What is required:
Output all the entries below. Each must match exactly.

Input:
□ □ □ □ □
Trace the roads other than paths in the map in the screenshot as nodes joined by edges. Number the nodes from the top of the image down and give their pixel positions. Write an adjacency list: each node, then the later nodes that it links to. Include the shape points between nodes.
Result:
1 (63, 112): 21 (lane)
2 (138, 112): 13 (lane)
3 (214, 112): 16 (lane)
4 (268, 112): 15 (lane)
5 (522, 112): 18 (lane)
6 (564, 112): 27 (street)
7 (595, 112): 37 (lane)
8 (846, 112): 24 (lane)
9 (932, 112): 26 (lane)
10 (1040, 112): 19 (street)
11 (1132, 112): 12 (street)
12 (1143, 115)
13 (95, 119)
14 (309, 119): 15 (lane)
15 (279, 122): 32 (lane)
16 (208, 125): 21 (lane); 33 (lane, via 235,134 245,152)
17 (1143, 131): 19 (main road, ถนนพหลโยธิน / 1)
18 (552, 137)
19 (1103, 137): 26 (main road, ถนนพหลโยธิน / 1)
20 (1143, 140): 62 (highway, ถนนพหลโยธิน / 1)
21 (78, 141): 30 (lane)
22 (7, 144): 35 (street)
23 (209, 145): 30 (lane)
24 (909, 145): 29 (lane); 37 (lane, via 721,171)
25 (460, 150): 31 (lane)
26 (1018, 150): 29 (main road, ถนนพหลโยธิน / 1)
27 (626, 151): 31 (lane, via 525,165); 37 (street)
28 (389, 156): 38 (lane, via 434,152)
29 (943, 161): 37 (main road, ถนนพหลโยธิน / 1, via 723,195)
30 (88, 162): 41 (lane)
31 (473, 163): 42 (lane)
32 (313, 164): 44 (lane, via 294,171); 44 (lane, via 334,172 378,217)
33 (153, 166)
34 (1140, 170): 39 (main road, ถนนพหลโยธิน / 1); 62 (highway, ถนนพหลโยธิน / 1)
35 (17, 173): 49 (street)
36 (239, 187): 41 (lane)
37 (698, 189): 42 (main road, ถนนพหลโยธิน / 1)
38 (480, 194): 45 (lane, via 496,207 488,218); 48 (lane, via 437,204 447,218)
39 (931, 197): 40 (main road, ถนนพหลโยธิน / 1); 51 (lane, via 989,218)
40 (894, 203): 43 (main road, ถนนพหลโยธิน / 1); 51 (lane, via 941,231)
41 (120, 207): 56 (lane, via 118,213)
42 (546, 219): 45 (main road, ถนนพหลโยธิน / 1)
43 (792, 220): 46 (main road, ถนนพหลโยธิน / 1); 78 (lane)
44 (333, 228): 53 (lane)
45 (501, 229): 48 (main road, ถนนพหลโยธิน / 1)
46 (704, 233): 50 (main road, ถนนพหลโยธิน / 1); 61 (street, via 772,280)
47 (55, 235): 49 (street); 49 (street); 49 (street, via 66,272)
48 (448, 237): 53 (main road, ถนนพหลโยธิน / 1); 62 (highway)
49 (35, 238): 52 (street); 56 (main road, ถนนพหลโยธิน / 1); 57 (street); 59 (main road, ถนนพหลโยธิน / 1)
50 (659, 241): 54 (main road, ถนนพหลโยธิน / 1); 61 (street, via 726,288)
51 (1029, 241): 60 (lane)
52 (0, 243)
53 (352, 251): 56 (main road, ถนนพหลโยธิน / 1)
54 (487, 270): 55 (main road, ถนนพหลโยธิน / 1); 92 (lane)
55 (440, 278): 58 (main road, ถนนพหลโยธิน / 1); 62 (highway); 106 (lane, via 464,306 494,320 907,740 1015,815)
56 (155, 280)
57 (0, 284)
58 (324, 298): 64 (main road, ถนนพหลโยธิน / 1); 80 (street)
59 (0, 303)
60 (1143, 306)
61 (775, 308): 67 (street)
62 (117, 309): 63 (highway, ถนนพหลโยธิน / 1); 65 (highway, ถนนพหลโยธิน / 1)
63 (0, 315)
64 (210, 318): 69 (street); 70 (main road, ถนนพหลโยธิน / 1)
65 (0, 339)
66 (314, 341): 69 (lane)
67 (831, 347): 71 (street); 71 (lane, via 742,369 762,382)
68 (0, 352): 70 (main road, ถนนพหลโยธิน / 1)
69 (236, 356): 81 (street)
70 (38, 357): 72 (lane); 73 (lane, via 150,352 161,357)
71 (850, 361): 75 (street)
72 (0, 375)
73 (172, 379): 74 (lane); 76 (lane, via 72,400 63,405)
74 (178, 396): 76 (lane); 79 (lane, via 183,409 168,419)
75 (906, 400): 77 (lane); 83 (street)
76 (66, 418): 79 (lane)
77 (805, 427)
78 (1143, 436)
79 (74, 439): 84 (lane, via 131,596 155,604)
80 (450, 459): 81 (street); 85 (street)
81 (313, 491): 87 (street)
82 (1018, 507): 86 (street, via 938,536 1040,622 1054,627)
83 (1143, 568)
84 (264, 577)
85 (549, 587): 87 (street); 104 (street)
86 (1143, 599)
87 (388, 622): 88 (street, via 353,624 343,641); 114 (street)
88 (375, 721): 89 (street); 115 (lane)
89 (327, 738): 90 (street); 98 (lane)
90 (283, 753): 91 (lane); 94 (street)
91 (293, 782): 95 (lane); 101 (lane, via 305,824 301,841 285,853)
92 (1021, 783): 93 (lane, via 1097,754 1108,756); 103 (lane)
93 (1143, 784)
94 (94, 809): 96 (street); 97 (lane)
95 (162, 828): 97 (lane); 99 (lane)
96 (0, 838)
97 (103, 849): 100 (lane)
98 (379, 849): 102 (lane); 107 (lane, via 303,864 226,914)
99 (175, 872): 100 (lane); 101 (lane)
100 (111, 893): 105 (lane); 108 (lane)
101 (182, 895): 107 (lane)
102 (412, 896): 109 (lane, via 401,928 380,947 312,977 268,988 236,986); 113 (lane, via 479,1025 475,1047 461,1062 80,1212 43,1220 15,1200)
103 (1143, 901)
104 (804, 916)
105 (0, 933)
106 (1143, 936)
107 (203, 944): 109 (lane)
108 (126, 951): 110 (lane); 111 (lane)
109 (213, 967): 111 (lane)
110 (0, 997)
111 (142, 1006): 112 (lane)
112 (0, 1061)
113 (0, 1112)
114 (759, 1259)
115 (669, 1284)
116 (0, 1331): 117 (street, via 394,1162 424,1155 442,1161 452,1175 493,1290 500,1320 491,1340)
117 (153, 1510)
□ □ □ □ □
Your solution:
Trace the roads other than paths in the map in the screenshot as nodes joined by edges. Number the nodes from the top of the image down and give their pixel positions. Write an adjacency list: each node, then the later nodes that it links to. Include the shape points between nodes.
Result:
1 (63, 112): 21 (lane)
2 (138, 112): 13 (lane)
3 (214, 112): 16 (lane)
4 (268, 112): 15 (lane)
5 (522, 112): 18 (lane)
6 (564, 112): 27 (street)
7 (595, 112): 37 (lane)
8 (846, 112): 24 (lane)
9 (932, 112): 26 (lane)
10 (1040, 112): 19 (street)
11 (1132, 112): 12 (street)
12 (1143, 115)
13 (95, 119)
14 (309, 119): 15 (lane)
15 (279, 122): 32 (lane)
16 (208, 125): 21 (lane); 33 (lane, via 235,134 245,152)
17 (1143, 131): 19 (main road, ถนนพหลโยธิน / 1)
18 (552, 137)
19 (1103, 137): 26 (main road, ถนนพหลโยธิน / 1)
20 (1143, 140): 62 (highway, ถนนพหลโยธิน / 1)
21 (78, 141): 30 (lane)
22 (7, 144): 35 (street)
23 (209, 145): 30 (lane)
24 (909, 145): 29 (lane); 37 (lane, via 721,171)
25 (460, 150): 31 (lane)
26 (1018, 150): 29 (main road, ถนนพหลโยธิน / 1)
27 (626, 151): 31 (lane, via 525,165); 37 (street)
28 (389, 156): 38 (lane, via 434,152)
29 (943, 161): 37 (main road, ถนนพหลโยธิน / 1, via 723,195)
30 (88, 162): 41 (lane)
31 (473, 163): 42 (lane)
32 (313, 164): 44 (lane, via 294,171); 44 (lane, via 334,172 378,217)
33 (153, 166)
34 (1140, 170): 39 (main road, ถนนพหลโยธิน / 1); 62 (highway, ถนนพหลโยธิน / 1)
35 (17, 173): 49 (street)
36 (239, 187): 41 (lane)
37 (698, 189): 42 (main road, ถนนพหลโยธิน / 1)
38 (480, 194): 45 (lane, via 496,207 488,218); 48 (lane, via 437,204 447,218)
39 (931, 197): 40 (main road, ถนนพหลโยธิน / 1); 51 (lane, via 989,218)
40 (894, 203): 43 (main road, ถนนพหลโยธิน / 1); 51 (lane, via 941,231)
41 (120, 207): 56 (lane, via 118,213)
42 (546, 219): 45 (main road, ถนนพหลโยธิน / 1)
43 (792, 220): 46 (main road, ถนนพหลโยธิน / 1); 78 (lane)
44 (333, 228): 53 (lane)
45 (501, 229): 48 (main road, ถนนพหลโยธิน / 1)
46 (704, 233): 50 (main road, ถนนพหลโยธิน / 1); 61 (street, via 772,280)
47 (55, 235): 49 (street); 49 (street); 49 (street, via 66,272)
48 (448, 237): 53 (main road, ถนนพหลโยธิน / 1); 62 (highway)
49 (35, 238): 52 (street); 56 (main road, ถนนพหลโยธิน / 1); 57 (street); 59 (main road, ถนนพหลโยธิน / 1)
50 (659, 241): 54 (main road, ถนนพหลโยธิน / 1); 61 (street, via 726,288)
51 (1029, 241): 60 (lane)
52 (0, 243)
53 (352, 251): 56 (main road, ถนนพหลโยธิน / 1)
54 (487, 270): 55 (main road, ถนนพหลโยธิน / 1); 92 (lane)
55 (440, 278): 58 (main road, ถนนพหลโยธิน / 1); 62 (highway); 106 (lane, via 464,306 494,320 907,740 1015,815)
56 (155, 280)
57 (0, 284)
58 (324, 298): 64 (main road, ถนนพหลโยธิน / 1); 80 (street)
59 (0, 303)
60 (1143, 306)
61 (775, 308): 67 (street)
62 (117, 309): 63 (highway, ถนนพหลโยธิน / 1); 65 (highway, ถนนพหลโยธิน / 1)
63 (0, 315)
64 (210, 318): 69 (street); 70 (main road, ถนนพหลโยธิน / 1)
65 (0, 339)
66 (314, 341): 69 (lane)
67 (831, 347): 71 (street); 71 (lane, via 742,369 762,382)
68 (0, 352): 70 (main road, ถนนพหลโยธิน / 1)
69 (236, 356): 81 (street)
70 (38, 357): 72 (lane); 73 (lane, via 150,352 161,357)
71 (850, 361): 75 (street)
72 (0, 375)
73 (172, 379): 74 (lane); 76 (lane, via 72,400 63,405)
74 (178, 396): 76 (lane); 79 (lane, via 183,409 168,419)
75 (906, 400): 77 (lane); 83 (street)
76 (66, 418): 79 (lane)
77 (805, 427)
78 (1143, 436)
79 (74, 439): 84 (lane, via 131,596 155,604)
80 (450, 459): 81 (street); 85 (street)
81 (313, 491): 87 (street)
82 (1018, 507): 86 (street, via 938,536 1040,622 1054,627)
83 (1143, 568)
84 (264, 577)
85 (549, 587): 87 (street); 104 (street)
86 (1143, 599)
87 (388, 622): 88 (street, via 353,624 343,641); 114 (street)
88 (375, 721): 89 (street); 115 (lane)
89 (327, 738): 90 (street); 98 (lane)
90 (283, 753): 91 (lane); 94 (street)
91 (293, 782): 95 (lane); 101 (lane, via 305,824 301,841 285,853)
92 (1021, 783): 93 (lane, via 1097,754 1108,756); 103 (lane)
93 (1143, 784)
94 (94, 809): 96 (street); 97 (lane)
95 (162, 828): 97 (lane); 99 (lane)
96 (0, 838)
97 (103, 849): 100 (lane)
98 (379, 849): 102 (lane); 107 (lane, via 303,864 226,914)
99 (175, 872): 100 (lane); 101 (lane)
100 (111, 893): 105 (lane); 108 (lane)
101 (182, 895): 107 (lane)
102 (412, 896): 109 (lane, via 401,928 380,947 312,977 268,988 236,986); 113 (lane, via 479,1025 475,1047 461,1062 80,1212 43,1220 15,1200)
103 (1143, 901)
104 (804, 916)
105 (0, 933)
106 (1143, 936)
107 (203, 944): 109 (lane)
108 (126, 951): 110 (lane); 111 (lane)
109 (213, 967): 111 (lane)
110 (0, 997)
111 (142, 1006): 112 (lane)
112 (0, 1061)
113 (0, 1112)
114 (759, 1259)
115 (669, 1284)
116 (0, 1331): 117 (street, via 394,1162 424,1155 442,1161 452,1175 493,1290 500,1320 491,1340)
117 (153, 1510)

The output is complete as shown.